━━━━━ MATERIALS PROVIDED ━━━━━
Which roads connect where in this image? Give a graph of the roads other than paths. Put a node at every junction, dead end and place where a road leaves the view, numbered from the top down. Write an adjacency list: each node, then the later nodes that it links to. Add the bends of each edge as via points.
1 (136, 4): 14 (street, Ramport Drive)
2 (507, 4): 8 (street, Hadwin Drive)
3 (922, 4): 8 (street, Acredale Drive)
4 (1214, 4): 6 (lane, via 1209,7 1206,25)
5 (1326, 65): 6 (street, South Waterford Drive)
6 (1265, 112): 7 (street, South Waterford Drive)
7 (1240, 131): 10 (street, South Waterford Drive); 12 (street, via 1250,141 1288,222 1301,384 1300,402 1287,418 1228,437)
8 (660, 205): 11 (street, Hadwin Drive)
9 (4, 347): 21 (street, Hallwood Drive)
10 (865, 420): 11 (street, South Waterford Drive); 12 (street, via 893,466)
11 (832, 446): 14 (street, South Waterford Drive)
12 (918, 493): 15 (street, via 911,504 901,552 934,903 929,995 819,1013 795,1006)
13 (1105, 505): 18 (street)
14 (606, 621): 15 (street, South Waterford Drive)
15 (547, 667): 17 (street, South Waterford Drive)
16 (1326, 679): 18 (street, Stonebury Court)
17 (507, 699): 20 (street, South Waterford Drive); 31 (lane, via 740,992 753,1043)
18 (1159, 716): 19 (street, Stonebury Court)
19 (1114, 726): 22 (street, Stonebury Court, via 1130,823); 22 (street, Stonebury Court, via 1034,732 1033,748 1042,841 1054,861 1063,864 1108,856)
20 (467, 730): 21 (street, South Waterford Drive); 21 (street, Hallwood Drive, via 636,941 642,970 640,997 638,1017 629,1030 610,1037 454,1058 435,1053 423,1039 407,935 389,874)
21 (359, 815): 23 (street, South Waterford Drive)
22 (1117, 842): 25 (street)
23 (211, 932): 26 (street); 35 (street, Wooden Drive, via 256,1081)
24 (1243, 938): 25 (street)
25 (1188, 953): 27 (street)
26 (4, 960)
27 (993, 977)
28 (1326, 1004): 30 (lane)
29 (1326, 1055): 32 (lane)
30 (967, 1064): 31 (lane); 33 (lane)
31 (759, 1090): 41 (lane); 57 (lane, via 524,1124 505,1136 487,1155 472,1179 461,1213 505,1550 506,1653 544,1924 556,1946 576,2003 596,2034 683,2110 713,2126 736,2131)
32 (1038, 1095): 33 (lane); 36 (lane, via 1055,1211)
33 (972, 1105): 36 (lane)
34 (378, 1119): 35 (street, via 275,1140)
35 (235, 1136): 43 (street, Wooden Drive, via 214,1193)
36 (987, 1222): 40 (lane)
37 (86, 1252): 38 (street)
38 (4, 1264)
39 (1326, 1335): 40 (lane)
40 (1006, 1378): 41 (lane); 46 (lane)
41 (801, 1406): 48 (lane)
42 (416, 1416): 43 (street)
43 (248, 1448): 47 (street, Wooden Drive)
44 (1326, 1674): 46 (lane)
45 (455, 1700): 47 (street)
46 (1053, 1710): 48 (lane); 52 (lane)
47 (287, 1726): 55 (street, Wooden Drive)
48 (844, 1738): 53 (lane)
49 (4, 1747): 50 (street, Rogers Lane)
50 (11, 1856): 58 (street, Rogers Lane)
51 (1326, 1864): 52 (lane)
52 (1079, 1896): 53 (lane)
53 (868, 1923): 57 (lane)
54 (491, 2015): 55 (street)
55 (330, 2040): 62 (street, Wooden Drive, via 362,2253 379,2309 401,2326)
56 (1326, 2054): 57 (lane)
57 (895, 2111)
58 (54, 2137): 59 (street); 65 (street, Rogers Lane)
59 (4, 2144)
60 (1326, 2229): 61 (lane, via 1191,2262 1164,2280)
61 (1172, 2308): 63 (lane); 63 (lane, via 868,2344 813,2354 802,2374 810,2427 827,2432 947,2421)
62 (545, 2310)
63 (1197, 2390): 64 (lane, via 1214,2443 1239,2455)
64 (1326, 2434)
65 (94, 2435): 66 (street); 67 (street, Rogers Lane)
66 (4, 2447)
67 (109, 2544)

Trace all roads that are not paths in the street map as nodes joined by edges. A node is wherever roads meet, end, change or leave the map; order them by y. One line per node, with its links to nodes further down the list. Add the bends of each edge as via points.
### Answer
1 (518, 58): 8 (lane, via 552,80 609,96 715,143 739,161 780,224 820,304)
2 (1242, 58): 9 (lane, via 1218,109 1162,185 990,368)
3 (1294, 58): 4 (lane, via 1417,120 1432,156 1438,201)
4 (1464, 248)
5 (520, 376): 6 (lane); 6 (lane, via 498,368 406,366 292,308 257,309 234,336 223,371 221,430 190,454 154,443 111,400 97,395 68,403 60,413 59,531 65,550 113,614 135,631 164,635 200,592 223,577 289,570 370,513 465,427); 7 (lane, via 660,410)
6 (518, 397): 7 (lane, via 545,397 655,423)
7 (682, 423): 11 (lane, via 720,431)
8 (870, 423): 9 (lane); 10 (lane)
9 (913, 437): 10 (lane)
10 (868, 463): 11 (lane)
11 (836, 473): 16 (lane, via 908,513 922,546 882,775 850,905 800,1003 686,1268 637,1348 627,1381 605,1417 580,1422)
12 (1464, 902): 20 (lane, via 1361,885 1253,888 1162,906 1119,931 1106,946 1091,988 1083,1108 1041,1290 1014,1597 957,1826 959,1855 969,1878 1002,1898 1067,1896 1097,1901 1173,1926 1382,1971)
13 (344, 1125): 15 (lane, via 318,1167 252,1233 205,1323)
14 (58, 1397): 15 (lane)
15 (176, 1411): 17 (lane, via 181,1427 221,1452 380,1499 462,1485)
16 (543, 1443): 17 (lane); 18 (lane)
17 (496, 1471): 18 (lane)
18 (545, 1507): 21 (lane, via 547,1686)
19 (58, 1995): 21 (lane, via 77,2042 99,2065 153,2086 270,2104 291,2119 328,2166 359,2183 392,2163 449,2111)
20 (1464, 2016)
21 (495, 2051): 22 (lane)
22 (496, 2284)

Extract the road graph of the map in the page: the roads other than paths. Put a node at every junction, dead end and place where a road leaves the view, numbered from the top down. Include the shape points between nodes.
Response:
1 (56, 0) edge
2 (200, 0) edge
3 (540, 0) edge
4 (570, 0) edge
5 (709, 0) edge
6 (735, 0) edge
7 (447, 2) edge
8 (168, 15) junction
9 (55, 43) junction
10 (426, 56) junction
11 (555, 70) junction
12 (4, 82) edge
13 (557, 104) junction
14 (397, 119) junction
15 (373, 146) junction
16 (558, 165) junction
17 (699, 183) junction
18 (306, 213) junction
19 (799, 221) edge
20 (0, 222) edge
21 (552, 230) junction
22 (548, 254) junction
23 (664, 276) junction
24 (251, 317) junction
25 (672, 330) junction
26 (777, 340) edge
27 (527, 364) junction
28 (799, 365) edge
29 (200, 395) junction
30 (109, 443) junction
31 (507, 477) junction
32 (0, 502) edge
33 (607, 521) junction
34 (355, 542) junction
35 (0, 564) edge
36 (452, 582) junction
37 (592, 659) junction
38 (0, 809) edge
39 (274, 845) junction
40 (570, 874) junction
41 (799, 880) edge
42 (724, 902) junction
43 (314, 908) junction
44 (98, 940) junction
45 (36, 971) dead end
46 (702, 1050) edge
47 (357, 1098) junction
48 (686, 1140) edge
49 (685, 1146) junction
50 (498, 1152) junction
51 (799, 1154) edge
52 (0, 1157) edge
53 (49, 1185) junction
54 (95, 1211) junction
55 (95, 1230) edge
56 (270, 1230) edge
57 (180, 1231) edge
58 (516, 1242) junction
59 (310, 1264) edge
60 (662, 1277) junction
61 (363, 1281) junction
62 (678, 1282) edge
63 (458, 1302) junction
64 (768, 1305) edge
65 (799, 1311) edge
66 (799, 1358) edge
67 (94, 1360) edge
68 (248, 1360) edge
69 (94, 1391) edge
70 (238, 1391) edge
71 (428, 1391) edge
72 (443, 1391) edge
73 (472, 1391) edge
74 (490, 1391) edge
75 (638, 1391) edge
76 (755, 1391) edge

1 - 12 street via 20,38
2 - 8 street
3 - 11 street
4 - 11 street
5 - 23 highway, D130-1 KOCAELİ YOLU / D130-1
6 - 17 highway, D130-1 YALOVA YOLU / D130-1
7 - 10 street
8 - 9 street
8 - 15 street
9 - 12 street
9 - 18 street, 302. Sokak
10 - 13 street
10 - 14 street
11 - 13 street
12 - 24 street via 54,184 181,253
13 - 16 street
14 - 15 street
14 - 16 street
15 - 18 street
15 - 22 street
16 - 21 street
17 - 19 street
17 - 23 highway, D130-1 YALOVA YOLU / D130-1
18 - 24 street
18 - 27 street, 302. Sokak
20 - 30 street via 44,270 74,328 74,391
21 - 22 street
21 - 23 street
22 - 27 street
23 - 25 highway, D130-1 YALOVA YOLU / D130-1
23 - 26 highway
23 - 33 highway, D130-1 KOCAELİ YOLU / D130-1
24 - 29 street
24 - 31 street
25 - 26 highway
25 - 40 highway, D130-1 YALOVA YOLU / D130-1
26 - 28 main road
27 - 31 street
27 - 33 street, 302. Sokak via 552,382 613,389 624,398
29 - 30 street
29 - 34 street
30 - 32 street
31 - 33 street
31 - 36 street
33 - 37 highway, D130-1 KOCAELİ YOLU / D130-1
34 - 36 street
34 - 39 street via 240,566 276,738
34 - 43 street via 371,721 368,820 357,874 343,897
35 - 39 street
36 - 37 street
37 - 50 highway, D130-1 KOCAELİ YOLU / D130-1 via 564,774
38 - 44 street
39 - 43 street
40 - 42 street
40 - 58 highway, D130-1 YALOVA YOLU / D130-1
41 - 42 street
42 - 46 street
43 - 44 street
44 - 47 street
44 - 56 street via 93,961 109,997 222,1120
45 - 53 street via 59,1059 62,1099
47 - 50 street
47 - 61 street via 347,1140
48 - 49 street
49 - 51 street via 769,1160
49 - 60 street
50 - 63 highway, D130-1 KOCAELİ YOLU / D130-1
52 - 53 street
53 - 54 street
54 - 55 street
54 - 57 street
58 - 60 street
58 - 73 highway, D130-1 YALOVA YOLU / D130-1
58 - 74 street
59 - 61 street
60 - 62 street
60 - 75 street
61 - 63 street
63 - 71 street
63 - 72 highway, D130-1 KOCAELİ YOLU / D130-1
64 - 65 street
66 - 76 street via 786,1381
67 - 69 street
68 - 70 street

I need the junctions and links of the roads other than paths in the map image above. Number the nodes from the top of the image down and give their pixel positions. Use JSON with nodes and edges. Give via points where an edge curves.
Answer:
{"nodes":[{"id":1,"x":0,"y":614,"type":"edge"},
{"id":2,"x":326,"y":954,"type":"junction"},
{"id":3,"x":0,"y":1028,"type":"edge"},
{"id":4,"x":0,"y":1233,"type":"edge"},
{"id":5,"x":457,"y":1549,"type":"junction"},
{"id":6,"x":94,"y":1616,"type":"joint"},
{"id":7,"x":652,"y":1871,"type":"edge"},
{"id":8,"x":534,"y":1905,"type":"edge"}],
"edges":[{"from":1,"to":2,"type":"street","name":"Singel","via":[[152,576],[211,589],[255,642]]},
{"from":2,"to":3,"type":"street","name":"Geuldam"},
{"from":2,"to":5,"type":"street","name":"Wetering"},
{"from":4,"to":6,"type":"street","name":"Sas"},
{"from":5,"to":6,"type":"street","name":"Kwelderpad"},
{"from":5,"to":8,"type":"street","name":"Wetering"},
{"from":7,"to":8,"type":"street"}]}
━━━━━
Examine the listing line by line and give the number of lines where "than" occurs, with nothing added.

ANSWER SPACE: 3